Date of Award

Winter 2003

Project Type


Program or Major

Plant Biology

Degree Name

Doctor of Philosophy

First Advisor

Thomas D Lee


Forty-one 0.25 ha sites were sampled in the Ossipee Pine Barrens to identify and describe tree community types and investigate factors controlling forest composition and dynamics. Every site had three site-time assemblages (STA's) representing past, present, and future trees. Past (1952) vegetation was calculated based on reverse growth estimates of current stems and stumps. Future (2052) vegetation was predicted by current sapling (<10 cm dbh and ≥1 m tall) relative densities.

Cluster analysis produced three community types from 121 STA's: pitch pine, mixed pine-hardwoods, and red maple. Pitch pine communities comprised 63% of sites in 1952, but declined since. Mixed pine-hardwoods peaked at 58% in 2002, but were predicted to decline to 37% by 2052 as sites transitioned to red maple. The red maple community only appeared in the future after current saplings replaced aging pitch pine canopies, but the type was predicted to comprise 50% of sites by 2052. Assuming continued fire suppression, pitch pine communities will retain only 12% of sites by 2052.

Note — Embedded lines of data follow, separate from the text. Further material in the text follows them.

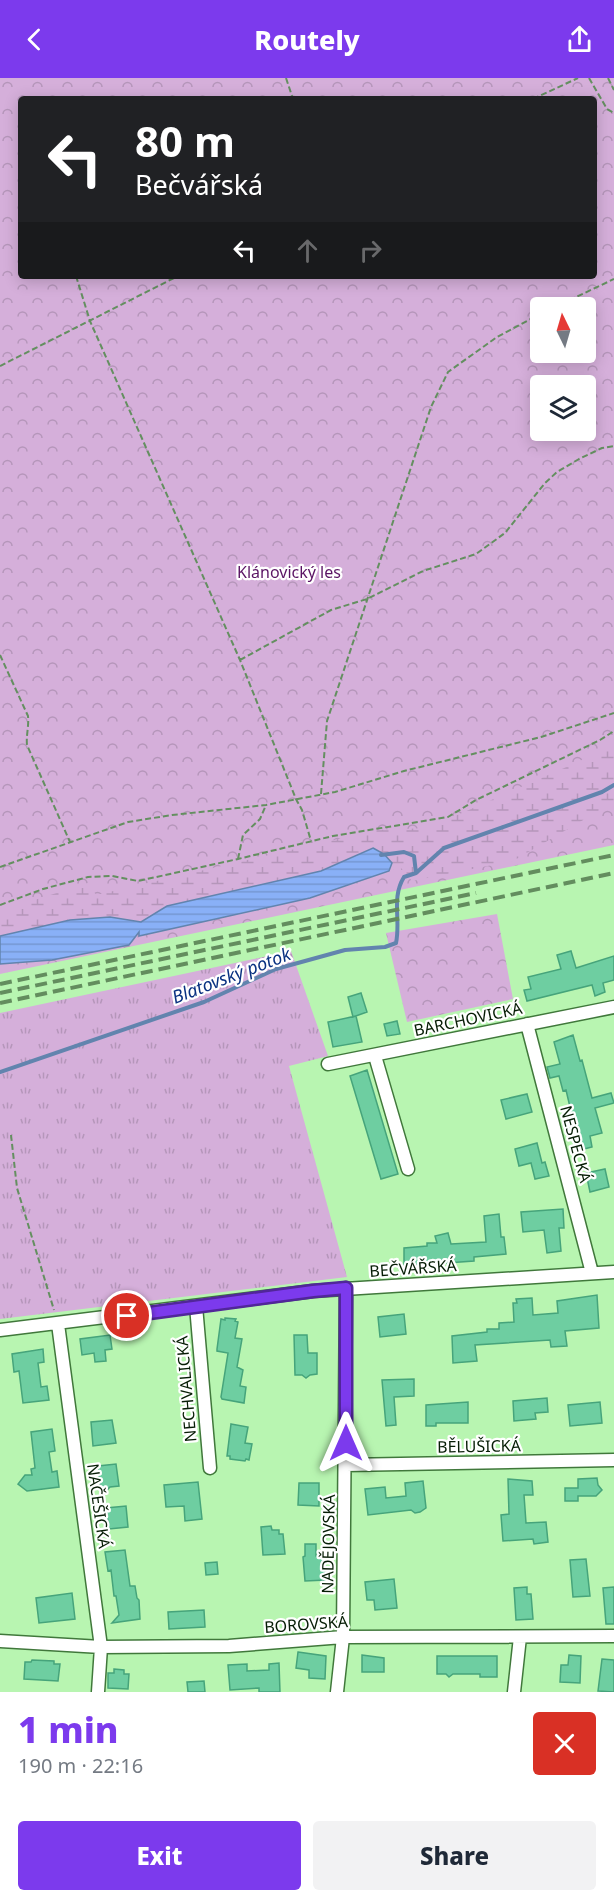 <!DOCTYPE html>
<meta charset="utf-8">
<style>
:root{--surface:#fff;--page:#f2f2f3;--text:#1f2937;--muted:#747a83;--accent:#7c3aed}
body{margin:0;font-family:"Noto Sans",sans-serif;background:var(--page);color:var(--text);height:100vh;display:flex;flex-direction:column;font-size:22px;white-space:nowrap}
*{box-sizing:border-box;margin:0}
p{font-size:20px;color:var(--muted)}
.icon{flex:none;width:33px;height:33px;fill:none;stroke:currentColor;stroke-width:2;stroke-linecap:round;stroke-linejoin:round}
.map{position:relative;height:1614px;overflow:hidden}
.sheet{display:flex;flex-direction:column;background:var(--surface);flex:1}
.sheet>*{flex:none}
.top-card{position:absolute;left:18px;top:18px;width:579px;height:183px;border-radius:6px;box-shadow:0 3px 15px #0003;background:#202124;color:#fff;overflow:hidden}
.needle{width:39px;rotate:355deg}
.fabs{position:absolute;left:530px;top:219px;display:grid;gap:12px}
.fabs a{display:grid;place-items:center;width:66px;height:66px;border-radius:6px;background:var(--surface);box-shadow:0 3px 15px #0003;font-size:30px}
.pin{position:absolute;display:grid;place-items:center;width:51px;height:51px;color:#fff;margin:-26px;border:3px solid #fff;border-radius:50%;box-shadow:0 2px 6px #0007}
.me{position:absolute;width:66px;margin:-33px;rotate:0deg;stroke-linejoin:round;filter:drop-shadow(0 0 4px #0008)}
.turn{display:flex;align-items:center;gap:21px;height:126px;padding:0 18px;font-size:27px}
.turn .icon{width:78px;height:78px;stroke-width:2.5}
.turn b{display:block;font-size:42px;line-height:51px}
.lanes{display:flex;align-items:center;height:57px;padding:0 18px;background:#0003;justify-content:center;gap:30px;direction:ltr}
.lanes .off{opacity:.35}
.round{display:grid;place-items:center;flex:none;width:63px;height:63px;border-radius:6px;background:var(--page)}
.overview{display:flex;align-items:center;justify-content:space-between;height:102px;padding:0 18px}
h1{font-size:36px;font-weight:800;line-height:45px;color:var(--accent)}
.action{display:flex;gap:12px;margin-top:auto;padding:12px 18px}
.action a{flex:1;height:69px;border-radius:6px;background:var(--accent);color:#fff;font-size:24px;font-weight:800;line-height:69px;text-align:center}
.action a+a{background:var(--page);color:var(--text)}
header{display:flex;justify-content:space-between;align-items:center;height:78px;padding:0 18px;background:var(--accent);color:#fff;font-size:27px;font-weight:800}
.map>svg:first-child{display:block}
</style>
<header><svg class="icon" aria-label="back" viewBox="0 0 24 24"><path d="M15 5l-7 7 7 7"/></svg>Routely<svg class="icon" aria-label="share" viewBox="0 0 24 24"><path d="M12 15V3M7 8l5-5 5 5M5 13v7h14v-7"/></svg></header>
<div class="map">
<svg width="614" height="1614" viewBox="0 0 614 1614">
<defs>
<pattern id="grass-tufts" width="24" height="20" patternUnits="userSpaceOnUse" patternTransform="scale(1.5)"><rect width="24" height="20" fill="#d5afda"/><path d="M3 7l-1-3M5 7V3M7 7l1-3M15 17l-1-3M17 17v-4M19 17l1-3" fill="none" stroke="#b596ba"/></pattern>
<pattern id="forest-crowns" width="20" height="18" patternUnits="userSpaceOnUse" patternTransform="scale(1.5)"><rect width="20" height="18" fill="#d5afda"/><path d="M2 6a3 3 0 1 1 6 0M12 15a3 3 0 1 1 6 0" fill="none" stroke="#b596ba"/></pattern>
<pattern id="wetland-marsh" width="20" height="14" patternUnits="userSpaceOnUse" patternTransform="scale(1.5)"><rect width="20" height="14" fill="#d5afda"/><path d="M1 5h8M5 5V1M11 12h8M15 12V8" fill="none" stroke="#b596ba"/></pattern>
<pattern id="water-rules" width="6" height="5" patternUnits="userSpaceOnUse" patternTransform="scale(1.5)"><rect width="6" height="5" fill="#89b0f7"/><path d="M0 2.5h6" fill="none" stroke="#7597d2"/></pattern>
</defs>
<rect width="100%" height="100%" fill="#b8f5b1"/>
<path fill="url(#grass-tufts)" d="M291 873 328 978 289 988 347 1199 0 1241V935Z"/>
<path fill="url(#forest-crowns)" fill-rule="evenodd" d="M0 0H614V767L0 896V886L52 882 110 839 0 858ZM21 21H594V198H21ZM540 230H585V274H540ZM540 308H585V352H540ZM389 793 310 820 140 858Z
M497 836 513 921 407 944 386 855Z"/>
<path fill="url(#wetland-marsh)" d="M614 662V724L513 783 412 803 401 790 389 793 391 785 373 771 321 793 167 828 141 844 110 839 70 842 0 858V833L88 805 96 817 377 752 428 750 580 683Z"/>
<path fill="url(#water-rules)" stroke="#6284ae" stroke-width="1.5" d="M373 770 384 776 392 785 389 793 310 820 139 858V854L129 867 52 882 0 886V858L70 842 110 839 141 844 167 828 321 793Z"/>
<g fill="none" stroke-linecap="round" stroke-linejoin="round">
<path stroke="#6284ae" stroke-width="4" d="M381 777 404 774 414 778 416 795
M0 994 204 924 276 891 345 872 385 869 396 865C401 842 391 820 404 799L416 795 444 770 602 714 614 707"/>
</g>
<path fill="#6ecea1" stroke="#46a47b" stroke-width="1.5" d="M571 873 576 890 614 878V902L603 905 605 914 595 918 592 907 527 923 524 912 531 911 528 899 561 891 557 877Z
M361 915 367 934 353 939 348 919Z
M356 938 362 964 333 969 328 944Z
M397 943 400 956 387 958 384 946Z
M573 957 580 983 582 982 592 1020 611 1015 614 1025 595 1030 602 1055 590 1058 592 1069 580 1072 566 1012 563 1013 559 998 550 1000 547 989 560 986 554 964Z
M367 992 398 1096 381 1101 350 998Z
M527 1016 532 1034 506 1041 501 1022Z
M537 1065 542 1085 545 1084 549 1098 535 1101 531 1085 519 1088 515 1071Z
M605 1091 609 1109 590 1114 586 1095Z
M563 1131 564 1150H559L561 1173 547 1175 544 1152 523 1154 521 1134Z
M499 1136 501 1159H504L506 1176 474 1179V1183L404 1188V1170L427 1168V1165H437L435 1158 448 1155 451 1166 486 1164 484 1138Z
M597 1217 599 1250 565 1253 567 1268 551 1269 550 1262 475 1267 477 1283 453 1285 452 1258 487 1254V1251H499V1245L514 1244 513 1225H517L516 1221 532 1220 533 1237 558 1235 557 1223Z
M404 1236 406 1256 380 1259 378 1239Z
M225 1240 236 1241 235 1243 238 1244 235 1260 242 1261 237 1289 243 1292 240 1308 246 1309 244 1325 222 1321 221 1319 228 1275 217 1273V1271L221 1241 225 1242Z
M110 1257 112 1271 105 1272 106 1283 95 1284 94 1275 82 1277 80 1261Z
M294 1257H307L308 1275H317V1296L310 1297 306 1300 302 1297H295Z
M43 1271 44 1284 38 1285 41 1309 47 1308 49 1322 23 1325 19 1293 14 1294 12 1276Z
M414 1301V1318L394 1319 396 1347 386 1348 382 1302Z
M547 1320 548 1334 535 1335 536 1341 514 1343 513 1323Z
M468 1324V1345H436V1348H426V1327Z
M600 1324 602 1345 570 1348 568 1327Z
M112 1342 116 1365 93 1368 91 1344Z
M231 1346 248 1349 245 1365 252 1366 249 1382 246 1381 245 1383 230 1381V1378H227Z
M52 1351 55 1373 49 1374 52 1394 57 1393 59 1409 27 1413 18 1406 25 1397H32L31 1391 35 1390 31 1354Z
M116 1386 119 1408 110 1409 107 1412 100 1408 98 1388Z
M597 1400 598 1407 602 1412 596 1418H578V1423H565V1410H578V1401Z
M508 1401 532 1403 533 1417H524L526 1445 546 1444 548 1464 534 1466 533 1461 503 1463 501 1437 509 1436Z
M423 1403 426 1430 420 1434 415 1435 411 1432 368 1437 365 1411 385 1409 386 1420 406 1418 405 1405Z
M198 1404 202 1441 185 1443 184 1428 166 1429 164 1407Z
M299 1405H319V1428L298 1427Z
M126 1428 128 1449 109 1451 106 1430Z
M271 1448 272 1452H279V1456H283L285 1476 263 1477 261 1449Z
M305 1466H316V1478L323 1477 326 1502 305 1503 303 1479 305 1478Z
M125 1472 130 1508H135L137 1520 139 1522 140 1541 112 1545 119 1537 116 1518H114L111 1492 108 1493 105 1474Z
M586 1481 590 1518 573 1519 570 1482Z
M217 1484 218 1496 206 1497 205 1485Z
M394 1501 397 1530 375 1532 374 1522H367L365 1504Z
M527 1509V1516H531L533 1541 516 1542 514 1510Z
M614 1509V1546H606L603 1510Z
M72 1515 75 1541 39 1545 36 1520Z
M204 1532 205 1549 169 1551 168 1534Z
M298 1574 326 1578 325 1601 309 1600V1592L296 1590Z
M362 1577 384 1580V1594H362Z
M569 1577 581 1578 580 1605 560 1604 561 1587H568Z
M437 1578H497V1599H480V1596H453L449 1599 446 1596H437Z
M602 1581 614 1582V1614L598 1613Z
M32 1582 54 1583V1586H60L58 1603 24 1601 25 1584H31Z
M279 1585 280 1614H259V1610L230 1612 228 1587 247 1586V1593L269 1592V1586Z
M114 1591 124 1592V1596H129L128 1611 108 1610V1595H114Z
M204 1603 205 1614H188L187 1604Z"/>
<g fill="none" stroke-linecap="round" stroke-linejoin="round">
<defs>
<path id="minor" d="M527 946 592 1195
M375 978 408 1091
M328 986 614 929
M196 1228 210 1390
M58 1246 101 1569 98 1614
M0 1252 313 1213 614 1194
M346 1387 614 1382
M0 1563 101 1569 229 1568 343 1559 614 1558
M337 1614 343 1559 346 1210
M514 1614 520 1559"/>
</defs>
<use href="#minor" stroke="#40783b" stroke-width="15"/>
<path stroke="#648f60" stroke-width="2" stroke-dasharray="6 3" stroke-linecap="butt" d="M286 0 293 21
M589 0 607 31 614 35
M608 0 614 12
M533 21 578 0
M76 198 90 243 240 582 296 721 302 732 311 763
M553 230 614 201
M0 288 178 198
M0 577 28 638C29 649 26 657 27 667L70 764
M240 582 331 532 367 521 423 493 476 476 505 455 545 405 557 394 579 381 602 370 614 368
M321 716 327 643 431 329 448 294 497 259 540 236
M238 781 243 757 260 741 266 727
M0 789 128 744 172 737 266 727 335 714 404 693 541 659 614 635
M0 827 43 811 88 799 112 798 138 803 238 781 333 758 448 739 476 722 600 662 614 653
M11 1057 17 1110 54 1232"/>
<use href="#minor" stroke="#fff" stroke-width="12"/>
<path stroke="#638d5e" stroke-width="4" stroke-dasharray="12 6" stroke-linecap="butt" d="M0 906 614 777
M0 915 476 815
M0 925 614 795"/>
</g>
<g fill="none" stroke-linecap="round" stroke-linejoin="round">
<defs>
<path id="route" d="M127 1238 313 1213 346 1210V1365"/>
</defs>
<use href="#route" stroke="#51269a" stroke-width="15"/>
<use href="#route" stroke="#7c3aed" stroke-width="10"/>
</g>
<g text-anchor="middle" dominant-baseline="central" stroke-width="4.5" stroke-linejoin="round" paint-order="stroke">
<g font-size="16" fill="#5a1464" stroke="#fff">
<text x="289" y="494">Klánovický les</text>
</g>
<g font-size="16" fill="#061d05" stroke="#fff">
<text transform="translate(468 941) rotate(-12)">BARCHOVICKÁ</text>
<text transform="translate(576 1066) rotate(75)">NESPECKÁ</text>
<text transform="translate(413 1190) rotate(-4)">BEČVÁŘSKÁ</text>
<text transform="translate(186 1311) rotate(-95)">NECHVALICKÁ</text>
<text transform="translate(479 1368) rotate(-1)">BĚLUŠICKÁ</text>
<text transform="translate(99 1428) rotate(82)">NAČEŠICKÁ</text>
<text transform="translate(328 1466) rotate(-89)">NADĚJOVSKÁ</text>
<text transform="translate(306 1546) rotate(-4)">BOROVSKÁ</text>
</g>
<g font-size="18" font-style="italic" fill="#093181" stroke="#fff">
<text transform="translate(231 897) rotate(-21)">Blatovský potok</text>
</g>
</g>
</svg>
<div class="fabs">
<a><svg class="needle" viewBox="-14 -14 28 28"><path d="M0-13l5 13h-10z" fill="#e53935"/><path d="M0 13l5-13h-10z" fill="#747a83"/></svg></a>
<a><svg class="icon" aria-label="layers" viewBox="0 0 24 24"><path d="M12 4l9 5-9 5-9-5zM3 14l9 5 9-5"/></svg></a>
</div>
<div class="pin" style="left:127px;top:1238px;background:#d93025"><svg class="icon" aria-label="arrive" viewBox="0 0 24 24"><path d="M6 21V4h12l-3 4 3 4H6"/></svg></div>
<svg class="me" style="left:346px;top:1365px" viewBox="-20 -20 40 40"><path d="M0-17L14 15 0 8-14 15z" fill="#7c3aed" stroke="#fff" stroke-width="4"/></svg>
<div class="top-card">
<div class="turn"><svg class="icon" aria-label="left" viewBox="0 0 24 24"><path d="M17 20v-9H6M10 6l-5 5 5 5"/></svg><div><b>80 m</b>Bečvářská</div></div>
<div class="lanes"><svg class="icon" aria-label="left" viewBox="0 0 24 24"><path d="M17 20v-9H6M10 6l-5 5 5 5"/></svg><svg class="icon off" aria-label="ahead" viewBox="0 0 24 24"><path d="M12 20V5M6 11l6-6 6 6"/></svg><svg class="icon off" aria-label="right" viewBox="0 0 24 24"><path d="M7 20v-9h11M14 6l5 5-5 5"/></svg></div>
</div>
</div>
<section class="sheet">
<div class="overview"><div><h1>1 min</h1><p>190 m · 22:16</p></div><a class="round" style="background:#d93025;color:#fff"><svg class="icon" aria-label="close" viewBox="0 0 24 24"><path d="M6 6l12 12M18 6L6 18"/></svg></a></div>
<div class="action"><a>Exit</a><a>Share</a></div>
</section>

Control over vegetation patterns and successional dynamics by (1) soils, (2) seed source, and (3) disturbance was investigated using field evidence, accounts from residents and forest managers, and dendrochronology. Factors affecting forests since stand formation were analyzed individually and with multivariate techniques. Seed source variables explained the greatest amount of variation in vegetation, followed closely by fire-related disturbance variables and weakly by soil texture. Logging disturbance and soil nutrients were not significant predictors of vegetation in the Ossipee Pine Barrens.